(Collected data entries)

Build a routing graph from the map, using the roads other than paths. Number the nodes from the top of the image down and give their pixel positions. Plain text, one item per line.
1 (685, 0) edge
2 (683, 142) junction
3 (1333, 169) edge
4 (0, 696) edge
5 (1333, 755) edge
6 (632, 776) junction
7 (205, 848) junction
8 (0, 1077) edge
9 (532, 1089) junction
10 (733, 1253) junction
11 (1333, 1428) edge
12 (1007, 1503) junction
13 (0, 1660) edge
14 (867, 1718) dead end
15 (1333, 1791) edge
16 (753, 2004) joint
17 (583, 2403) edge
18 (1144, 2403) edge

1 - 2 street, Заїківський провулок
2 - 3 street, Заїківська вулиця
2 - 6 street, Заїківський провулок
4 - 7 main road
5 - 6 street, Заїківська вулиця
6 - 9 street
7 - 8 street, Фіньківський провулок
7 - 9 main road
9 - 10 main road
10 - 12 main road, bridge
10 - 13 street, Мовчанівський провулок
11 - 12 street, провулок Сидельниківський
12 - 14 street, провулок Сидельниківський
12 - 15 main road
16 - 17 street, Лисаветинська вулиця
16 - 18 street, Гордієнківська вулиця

> _Brief_: Every entry, from first to last, should be written out exactly.

> _Written reply_:
Build a routing graph from the map, using the roads other than paths. Number the nodes from the top of the image down and give their pixel positions. Plain text, one item per line.
1 (685, 0) edge
2 (683, 142) junction
3 (1333, 169) edge
4 (0, 696) edge
5 (1333, 755) edge
6 (632, 776) junction
7 (205, 848) junction
8 (0, 1077) edge
9 (532, 1089) junction
10 (733, 1253) junction
11 (1333, 1428) edge
12 (1007, 1503) junction
13 (0, 1660) edge
14 (867, 1718) dead end
15 (1333, 1791) edge
16 (753, 2004) joint
17 (583, 2403) edge
18 (1144, 2403) edge

1 - 2 street, Заїківський провулок
2 - 3 street, Заїківська вулиця
2 - 6 street, Заїківський провулок
4 - 7 main road
5 - 6 street, Заїківська вулиця
6 - 9 street
7 - 8 street, Фіньківський провулок
7 - 9 main road
9 - 10 main road
10 - 12 main road, bridge
10 - 13 street, Мовчанівський провулок
11 - 12 street, провулок Сидельниківський
12 - 14 street, провулок Сидельниківський
12 - 15 main road
16 - 17 street, Лисаветинська вулиця
16 - 18 street, Гордієнківська вулиця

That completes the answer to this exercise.